With 481 participants this survey does not cover the entire collective of physicians working in gynecology and obstetrics; it tries solely to reflect a representative selection. Physicians of all positions within the obstetrics department took part in this survey. The primary audience of this questionnaire included residents or those pursuing further specialized education; however, further subgroups were also represented that are very small as a result (for example department heads). As a result, some of the results cannot be interpreted, or at least this would only be possible with additional surveys. The proportion of participants at perinatal centers was particularly large. Regarding the data concerning PT work, the results of this subgroup appear to be especially valid but limits general statements for all care structures. Further limitations of this work include the extensive subgroup analyses of a survey intended to collection information on the general working conditions in obstetrics. Therefore, some aspects, such as problems specific to PT work, reasons for working PT, and type and extent of the work of the spouse, were not systematically collected to better understand the range and conditions of part time work.

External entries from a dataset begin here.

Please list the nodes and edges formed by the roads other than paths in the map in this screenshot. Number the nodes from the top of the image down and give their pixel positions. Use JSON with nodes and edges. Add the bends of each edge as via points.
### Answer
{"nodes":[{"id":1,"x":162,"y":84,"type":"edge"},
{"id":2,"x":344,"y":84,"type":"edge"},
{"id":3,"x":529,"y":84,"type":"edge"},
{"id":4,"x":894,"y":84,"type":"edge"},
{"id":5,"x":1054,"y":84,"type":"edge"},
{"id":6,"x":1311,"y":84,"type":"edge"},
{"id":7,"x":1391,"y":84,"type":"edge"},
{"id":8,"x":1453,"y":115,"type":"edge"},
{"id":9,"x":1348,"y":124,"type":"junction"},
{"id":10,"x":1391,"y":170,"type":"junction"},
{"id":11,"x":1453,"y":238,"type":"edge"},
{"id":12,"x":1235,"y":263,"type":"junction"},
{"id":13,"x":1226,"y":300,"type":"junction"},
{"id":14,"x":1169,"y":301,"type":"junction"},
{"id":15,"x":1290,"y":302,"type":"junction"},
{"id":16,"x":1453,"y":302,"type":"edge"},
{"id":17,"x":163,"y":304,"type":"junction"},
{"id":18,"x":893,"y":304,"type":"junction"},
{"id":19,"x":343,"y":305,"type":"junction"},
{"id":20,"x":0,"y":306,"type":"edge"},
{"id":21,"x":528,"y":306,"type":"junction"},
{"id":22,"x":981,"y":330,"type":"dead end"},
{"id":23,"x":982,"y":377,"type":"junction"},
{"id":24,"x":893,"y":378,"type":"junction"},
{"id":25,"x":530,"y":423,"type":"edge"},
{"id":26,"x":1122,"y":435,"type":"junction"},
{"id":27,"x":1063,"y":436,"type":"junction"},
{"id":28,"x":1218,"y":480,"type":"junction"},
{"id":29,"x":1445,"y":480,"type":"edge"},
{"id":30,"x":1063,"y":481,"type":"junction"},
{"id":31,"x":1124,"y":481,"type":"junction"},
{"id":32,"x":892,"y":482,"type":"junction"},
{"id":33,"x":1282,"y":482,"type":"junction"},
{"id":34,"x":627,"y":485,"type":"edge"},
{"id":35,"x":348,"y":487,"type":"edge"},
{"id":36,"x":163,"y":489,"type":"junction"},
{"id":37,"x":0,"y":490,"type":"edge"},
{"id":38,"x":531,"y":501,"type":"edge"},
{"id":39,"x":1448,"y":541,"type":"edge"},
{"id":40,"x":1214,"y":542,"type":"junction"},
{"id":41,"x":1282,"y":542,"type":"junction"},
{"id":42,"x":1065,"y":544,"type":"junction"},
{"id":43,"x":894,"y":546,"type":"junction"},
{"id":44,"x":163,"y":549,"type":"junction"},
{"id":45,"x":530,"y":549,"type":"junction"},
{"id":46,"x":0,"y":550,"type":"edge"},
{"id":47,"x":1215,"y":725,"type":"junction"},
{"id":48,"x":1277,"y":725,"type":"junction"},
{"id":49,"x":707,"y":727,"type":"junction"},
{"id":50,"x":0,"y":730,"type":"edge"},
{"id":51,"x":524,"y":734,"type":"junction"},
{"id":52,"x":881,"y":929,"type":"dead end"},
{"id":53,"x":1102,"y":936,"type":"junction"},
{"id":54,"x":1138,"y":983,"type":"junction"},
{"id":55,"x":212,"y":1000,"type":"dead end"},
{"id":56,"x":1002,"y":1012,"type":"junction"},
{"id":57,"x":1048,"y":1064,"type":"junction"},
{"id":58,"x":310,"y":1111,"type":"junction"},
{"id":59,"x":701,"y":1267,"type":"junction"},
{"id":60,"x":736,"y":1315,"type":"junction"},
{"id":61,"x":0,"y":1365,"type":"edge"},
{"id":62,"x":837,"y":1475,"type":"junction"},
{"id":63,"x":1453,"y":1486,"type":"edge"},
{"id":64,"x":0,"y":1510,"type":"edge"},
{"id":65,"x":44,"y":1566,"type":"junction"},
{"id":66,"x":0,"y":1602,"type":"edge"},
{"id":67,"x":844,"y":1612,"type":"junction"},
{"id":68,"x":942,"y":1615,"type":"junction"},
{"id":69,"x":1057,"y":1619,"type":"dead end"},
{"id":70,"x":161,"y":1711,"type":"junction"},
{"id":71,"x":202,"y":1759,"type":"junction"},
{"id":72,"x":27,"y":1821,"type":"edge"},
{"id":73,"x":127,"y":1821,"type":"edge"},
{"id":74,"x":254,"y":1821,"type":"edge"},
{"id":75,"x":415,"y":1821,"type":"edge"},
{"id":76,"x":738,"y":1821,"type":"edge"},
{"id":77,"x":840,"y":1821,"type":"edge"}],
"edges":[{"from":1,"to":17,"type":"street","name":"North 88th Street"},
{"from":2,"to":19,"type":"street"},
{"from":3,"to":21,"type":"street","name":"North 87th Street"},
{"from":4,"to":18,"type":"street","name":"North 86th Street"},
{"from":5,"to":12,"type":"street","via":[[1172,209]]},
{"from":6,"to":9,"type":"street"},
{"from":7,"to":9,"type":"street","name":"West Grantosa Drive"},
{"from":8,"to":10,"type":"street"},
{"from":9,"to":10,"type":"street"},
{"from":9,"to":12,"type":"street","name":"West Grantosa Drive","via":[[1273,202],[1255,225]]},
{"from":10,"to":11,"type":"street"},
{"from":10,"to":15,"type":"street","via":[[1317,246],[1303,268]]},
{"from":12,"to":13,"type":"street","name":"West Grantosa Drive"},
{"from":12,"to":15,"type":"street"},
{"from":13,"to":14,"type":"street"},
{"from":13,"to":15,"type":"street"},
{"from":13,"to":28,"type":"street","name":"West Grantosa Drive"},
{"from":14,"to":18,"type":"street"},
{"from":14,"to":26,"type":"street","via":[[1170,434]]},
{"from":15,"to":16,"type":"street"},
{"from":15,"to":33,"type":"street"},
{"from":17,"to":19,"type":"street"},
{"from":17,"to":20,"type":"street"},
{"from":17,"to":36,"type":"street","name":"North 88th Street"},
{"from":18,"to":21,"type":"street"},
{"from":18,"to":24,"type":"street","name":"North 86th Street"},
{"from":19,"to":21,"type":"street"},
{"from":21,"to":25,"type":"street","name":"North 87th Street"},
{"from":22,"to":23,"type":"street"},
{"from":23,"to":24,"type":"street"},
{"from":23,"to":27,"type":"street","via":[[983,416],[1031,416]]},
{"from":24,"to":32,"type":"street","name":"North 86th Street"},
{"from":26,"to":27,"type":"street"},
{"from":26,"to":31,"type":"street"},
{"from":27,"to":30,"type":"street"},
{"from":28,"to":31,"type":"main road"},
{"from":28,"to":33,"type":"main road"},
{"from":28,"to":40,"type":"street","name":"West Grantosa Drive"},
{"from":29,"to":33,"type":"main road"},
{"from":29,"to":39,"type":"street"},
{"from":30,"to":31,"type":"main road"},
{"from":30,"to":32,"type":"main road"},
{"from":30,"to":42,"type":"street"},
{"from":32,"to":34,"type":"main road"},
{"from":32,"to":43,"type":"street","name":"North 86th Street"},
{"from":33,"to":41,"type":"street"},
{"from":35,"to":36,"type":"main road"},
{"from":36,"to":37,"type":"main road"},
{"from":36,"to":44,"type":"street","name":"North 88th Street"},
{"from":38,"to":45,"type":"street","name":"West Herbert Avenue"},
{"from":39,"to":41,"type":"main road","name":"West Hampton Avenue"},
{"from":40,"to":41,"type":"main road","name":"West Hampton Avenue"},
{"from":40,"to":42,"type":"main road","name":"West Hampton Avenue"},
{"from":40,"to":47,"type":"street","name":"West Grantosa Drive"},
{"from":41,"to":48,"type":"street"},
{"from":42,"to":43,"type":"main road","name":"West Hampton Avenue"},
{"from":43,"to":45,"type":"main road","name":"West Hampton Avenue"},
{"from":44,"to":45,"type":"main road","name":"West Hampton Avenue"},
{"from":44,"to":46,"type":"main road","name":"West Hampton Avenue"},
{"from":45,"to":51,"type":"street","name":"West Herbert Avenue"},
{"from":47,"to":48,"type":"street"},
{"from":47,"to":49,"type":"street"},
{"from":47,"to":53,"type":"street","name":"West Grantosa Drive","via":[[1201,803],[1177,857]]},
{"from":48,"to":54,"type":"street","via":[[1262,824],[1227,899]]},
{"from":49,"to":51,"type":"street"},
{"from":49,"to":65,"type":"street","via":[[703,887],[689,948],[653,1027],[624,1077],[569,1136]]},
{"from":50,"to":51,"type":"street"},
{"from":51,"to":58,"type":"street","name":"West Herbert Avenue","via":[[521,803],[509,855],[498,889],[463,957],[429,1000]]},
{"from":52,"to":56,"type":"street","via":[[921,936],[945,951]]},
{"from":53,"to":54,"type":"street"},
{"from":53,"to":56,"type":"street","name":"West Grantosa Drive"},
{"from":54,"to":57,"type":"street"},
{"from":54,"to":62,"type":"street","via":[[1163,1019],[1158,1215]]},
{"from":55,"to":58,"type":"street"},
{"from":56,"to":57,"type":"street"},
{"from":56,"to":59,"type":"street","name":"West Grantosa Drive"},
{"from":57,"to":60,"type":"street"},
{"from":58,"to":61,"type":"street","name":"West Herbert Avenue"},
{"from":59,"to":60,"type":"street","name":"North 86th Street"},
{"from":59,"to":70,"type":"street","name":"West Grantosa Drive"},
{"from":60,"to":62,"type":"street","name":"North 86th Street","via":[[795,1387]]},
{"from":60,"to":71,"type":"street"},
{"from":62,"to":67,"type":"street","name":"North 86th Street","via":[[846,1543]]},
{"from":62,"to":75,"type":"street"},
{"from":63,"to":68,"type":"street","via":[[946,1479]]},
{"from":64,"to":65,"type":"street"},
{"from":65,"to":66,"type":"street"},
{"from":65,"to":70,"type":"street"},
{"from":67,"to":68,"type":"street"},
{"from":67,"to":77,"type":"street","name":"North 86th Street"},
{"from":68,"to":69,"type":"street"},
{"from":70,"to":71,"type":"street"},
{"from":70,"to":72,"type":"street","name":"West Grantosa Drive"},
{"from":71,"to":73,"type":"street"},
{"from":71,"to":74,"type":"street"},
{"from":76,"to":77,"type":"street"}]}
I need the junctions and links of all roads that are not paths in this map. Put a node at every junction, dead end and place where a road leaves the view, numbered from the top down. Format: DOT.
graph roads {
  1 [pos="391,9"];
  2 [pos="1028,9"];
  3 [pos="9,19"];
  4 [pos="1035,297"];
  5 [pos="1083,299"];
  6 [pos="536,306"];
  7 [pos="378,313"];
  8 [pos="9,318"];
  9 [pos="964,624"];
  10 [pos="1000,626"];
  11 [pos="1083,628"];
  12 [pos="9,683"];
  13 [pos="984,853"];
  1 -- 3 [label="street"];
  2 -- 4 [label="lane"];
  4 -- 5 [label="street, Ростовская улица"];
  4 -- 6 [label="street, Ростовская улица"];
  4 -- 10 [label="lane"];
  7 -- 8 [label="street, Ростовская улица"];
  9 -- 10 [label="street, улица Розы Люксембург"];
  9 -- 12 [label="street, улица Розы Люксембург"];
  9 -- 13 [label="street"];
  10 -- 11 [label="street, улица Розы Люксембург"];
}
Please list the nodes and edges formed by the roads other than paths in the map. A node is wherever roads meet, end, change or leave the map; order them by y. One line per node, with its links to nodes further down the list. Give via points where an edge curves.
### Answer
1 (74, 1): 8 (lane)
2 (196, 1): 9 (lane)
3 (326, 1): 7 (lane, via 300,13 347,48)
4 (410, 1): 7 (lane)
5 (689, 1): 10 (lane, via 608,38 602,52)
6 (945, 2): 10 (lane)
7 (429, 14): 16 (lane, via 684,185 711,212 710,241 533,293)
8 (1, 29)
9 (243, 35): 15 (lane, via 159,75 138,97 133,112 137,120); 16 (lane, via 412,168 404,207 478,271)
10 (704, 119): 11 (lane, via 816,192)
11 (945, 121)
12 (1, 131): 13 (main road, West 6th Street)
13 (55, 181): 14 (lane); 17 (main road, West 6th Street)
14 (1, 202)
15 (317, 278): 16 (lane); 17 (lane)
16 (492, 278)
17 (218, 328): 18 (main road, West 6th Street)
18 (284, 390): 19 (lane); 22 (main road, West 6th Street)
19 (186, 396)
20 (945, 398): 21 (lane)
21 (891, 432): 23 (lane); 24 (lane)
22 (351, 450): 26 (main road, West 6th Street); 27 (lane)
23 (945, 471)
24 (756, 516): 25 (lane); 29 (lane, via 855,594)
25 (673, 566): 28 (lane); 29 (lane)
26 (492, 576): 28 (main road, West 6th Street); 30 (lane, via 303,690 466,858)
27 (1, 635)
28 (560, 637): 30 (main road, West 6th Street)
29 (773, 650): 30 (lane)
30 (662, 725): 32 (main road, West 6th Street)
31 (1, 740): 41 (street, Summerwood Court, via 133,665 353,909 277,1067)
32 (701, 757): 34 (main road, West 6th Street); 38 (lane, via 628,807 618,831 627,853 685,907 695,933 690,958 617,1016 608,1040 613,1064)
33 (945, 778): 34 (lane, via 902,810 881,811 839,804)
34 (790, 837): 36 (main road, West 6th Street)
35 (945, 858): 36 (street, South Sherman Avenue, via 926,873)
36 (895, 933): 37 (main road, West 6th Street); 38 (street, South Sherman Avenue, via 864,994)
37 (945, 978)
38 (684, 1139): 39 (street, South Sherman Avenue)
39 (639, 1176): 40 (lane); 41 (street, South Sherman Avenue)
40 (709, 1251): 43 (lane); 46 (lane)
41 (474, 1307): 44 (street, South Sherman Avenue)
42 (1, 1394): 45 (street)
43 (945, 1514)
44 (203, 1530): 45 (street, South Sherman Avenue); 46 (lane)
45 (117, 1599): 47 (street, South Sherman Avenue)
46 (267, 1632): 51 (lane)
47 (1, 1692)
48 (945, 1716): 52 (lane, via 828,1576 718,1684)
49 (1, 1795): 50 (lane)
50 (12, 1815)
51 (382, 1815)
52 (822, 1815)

The remarks in the free text comments could at the most give indications for causal connections. With 104 PT employees, this cohort is small, but it is still within the range of research papers on reconciling family and professional life. Distortions are possible in small study populations. With a response rate of only 17.8 %, it is possible that a larger proportion of PT employees participated in the survey compared to FT employees, based on federal averages, which could have introduced an additional bias. However, other surveys like this one have garnered similar participation rates. The data presented here on the scheduling models of PT employees and the most useful duty models are in accordance with the expected results of the Jungen Forum working group that designed this survey as well as with the daily experiences of the authors.